I’m a pretty narcissistic person, arrogant too. Like all narcissistic, arrogant, and yet self-aware people — I think I’m good at hiding it. I’ve said this many times before, probably to myself more than anyone else, but you need to be arrogant in order to write. Really to express yourself in any way other than for the pure enjoyment of it (i.e. dancing alone in the elevator). There needs to be the belief that whatever is being expressed has some value or will be interesting to all the ‘normals’ out there.
One of the ways in which my narcissism manifests itself is that I love going back and reading what I have written before. One of the benefits of being a Humanities major + occasional blogger is that I have snapshots into my state of mind and beliefs that can be revisited and analyzed. However, a surprisingly sober consequence of my auto-fellatio (aside from the usual sobering consequences) is that my writing was better back when I was in college… longer ago than I would like to admit now.
Not so much the writing, I think I’m a much more effective communicator, but the soul or narrative purpose. After spending a couple years teaching grammar and then training others on how to write more effectively I’m pretty confident my style and structure has improved. But I’ve traded in structure and style for the most important piece, content. I don’t know what the hell I’m writing about nowadays. Back in college I was reading so much, learning so much, being exposed to so much that my head was like a fountain and my writing was just an attempt to capture some of the overflow before it drained away.

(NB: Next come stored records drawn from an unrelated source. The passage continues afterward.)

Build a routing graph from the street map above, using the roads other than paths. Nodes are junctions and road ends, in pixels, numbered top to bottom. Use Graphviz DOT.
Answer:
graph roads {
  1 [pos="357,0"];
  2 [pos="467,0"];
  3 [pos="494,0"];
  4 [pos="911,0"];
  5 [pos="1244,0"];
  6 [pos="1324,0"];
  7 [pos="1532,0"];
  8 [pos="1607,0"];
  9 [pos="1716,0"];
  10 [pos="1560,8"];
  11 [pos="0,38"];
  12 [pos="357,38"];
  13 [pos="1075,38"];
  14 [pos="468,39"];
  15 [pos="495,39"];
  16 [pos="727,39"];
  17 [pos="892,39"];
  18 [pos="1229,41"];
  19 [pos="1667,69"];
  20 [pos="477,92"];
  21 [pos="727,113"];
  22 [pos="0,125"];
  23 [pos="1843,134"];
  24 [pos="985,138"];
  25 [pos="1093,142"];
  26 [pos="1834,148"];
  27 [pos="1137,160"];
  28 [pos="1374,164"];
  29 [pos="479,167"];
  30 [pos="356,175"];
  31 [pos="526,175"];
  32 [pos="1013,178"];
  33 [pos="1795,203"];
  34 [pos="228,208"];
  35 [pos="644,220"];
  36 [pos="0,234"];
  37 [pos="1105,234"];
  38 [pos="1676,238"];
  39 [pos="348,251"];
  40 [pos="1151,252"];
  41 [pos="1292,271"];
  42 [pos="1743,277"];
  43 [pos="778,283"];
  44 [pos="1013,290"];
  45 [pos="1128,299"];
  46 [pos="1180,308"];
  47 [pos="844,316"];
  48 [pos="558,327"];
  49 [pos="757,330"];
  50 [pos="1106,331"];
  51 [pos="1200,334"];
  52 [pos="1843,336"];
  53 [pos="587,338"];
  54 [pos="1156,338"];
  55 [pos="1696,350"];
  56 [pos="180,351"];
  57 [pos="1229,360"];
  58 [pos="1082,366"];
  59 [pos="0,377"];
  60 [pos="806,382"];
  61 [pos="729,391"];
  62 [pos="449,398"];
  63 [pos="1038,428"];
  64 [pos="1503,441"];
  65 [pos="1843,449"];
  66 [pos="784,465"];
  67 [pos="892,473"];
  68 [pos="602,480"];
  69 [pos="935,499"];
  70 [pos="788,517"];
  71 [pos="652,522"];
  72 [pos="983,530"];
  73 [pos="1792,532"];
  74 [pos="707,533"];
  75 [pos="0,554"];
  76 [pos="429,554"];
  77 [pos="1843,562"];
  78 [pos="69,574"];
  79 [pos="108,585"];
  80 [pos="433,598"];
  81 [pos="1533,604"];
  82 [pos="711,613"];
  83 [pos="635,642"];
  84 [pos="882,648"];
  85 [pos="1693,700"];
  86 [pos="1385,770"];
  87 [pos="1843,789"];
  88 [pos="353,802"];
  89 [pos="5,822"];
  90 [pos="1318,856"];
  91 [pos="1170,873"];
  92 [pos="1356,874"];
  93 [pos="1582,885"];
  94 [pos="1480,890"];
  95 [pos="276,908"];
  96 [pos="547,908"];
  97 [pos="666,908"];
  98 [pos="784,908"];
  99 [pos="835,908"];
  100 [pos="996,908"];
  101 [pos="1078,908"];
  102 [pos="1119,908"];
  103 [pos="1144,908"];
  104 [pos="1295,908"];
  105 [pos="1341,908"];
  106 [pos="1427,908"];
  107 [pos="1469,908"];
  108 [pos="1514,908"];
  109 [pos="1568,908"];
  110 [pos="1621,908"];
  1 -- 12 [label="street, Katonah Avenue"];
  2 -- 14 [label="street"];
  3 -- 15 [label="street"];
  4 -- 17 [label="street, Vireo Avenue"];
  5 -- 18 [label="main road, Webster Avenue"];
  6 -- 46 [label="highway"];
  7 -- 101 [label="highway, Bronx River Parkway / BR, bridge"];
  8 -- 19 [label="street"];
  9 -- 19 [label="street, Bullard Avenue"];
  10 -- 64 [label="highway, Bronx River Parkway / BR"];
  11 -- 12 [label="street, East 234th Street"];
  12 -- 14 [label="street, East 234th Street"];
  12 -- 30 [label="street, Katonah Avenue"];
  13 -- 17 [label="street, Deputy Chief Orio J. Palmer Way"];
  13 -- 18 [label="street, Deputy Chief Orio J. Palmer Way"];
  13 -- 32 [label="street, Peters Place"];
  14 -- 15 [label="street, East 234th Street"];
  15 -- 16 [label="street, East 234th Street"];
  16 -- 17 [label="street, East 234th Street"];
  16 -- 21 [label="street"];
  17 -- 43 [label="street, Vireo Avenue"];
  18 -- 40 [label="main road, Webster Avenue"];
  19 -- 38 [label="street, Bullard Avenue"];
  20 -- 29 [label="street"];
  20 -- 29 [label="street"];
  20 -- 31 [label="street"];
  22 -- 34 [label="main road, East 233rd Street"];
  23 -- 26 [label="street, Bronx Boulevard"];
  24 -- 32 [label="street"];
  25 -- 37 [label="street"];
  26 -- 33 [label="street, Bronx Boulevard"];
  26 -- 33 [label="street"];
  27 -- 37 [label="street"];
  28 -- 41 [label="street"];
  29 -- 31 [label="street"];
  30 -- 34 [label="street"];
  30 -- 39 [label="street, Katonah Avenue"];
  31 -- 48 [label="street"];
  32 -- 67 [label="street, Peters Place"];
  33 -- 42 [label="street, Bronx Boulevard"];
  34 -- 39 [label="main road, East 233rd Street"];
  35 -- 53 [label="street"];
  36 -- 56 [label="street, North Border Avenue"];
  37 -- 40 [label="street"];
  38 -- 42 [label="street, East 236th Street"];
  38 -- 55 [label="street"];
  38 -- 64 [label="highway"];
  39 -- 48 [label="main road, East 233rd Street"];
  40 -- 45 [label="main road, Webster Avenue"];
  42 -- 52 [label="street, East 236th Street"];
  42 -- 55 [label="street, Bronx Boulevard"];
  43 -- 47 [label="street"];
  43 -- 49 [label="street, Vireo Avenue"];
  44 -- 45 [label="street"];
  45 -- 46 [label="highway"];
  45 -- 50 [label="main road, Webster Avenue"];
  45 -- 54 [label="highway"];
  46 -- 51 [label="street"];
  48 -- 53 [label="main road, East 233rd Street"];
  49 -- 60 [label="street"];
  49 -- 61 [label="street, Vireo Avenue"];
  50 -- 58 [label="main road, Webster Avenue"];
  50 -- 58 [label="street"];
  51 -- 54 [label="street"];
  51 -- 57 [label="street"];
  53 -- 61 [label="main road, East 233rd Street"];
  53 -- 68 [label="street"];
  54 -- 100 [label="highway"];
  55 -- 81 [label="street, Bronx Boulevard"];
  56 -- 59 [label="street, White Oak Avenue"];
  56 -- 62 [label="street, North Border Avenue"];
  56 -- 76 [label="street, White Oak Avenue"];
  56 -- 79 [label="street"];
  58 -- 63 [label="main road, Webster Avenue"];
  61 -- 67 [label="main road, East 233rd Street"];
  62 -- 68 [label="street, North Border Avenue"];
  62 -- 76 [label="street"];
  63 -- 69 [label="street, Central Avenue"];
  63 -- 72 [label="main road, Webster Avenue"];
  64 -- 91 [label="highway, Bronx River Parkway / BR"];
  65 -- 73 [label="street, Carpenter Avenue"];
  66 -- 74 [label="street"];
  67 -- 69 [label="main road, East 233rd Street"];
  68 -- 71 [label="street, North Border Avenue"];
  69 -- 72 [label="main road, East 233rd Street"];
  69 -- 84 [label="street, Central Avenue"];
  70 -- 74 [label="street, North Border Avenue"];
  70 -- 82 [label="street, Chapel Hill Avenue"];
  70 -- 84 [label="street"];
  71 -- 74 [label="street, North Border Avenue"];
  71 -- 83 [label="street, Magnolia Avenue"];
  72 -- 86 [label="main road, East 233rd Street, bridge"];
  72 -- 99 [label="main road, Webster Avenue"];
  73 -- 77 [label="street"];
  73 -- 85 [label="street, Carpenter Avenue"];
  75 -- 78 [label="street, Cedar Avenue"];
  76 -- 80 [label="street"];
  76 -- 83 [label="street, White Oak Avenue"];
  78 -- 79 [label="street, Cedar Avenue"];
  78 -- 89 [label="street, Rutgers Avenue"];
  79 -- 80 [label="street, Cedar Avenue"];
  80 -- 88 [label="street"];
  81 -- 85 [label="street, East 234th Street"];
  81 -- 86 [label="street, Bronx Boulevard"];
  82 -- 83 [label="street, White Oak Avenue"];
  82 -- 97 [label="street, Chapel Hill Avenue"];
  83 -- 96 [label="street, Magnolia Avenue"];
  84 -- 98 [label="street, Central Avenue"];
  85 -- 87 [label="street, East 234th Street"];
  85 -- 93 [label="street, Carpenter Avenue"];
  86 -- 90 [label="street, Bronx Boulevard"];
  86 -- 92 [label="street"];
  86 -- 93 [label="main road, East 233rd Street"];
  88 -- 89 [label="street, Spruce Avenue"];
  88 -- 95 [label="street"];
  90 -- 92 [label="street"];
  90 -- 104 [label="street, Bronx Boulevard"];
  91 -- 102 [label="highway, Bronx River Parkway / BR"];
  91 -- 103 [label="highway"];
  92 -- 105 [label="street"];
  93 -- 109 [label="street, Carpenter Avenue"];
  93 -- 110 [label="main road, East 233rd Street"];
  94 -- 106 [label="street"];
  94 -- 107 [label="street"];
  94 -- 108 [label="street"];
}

When I go back to read my younger self’s thoughts I’m hit by how much smarter I was back then. My thoughts were more sophisticated (admittedly the majority of them were taken from my professors or other established writers). The content I was working with was DiCaprio, Fiennes, Fassbender; too bad they were being directed by Zack Snyder. He knows how to make things look cool, but he lacks the structure and depth of say a Scorsese (if you disagree with any of the examples I chose I don’t really give a shit, I don’t know anything about film making).
Now the content I’m working with is…. name your typical B list actor… (don’t want to name names unless that person wins an Oscar and references my ignorance in his or her acceptance speech). The directing is better, more like a Kurosawa or David Fincher, did I mention earlier that I was arrogant? That absolves me for any douchey things I may say in the future. Also as I’m writing this I’m starting to realize that choosing actors as the metaphor for content was a mistake, but I’m ignoring my better nature because actors are cooler examples than screenplays.
Sure writing is important, but all the good writing in the world is empty and meaningless if there is nothing to write about. Style makes sure the substance is more easily swallowed, but you need the substance first.
** I am not old and mature enough to bypass the opportunity to point out that I used a metaphor of swallowing a substance in the same piece as I mentioned auto-fellatio. I should have the confidence in my audience to have noticed that staggering work of heartbreaking genius on their own, but…. I don’t care. My jokes and writing are for ME ok!? I don’t NEED to be famous and universally loved…
I have become that which I used to hate… a vapid film student. Knows how to direct, stage, tell a story, but has no story worth telling.
Really the most sobering thought is that the reason my content is sub par today is that back in college I was writing about religion and society… now I’m mainly writing about myself.
* Shit this blog is supposed to be about food — I always make everything about me.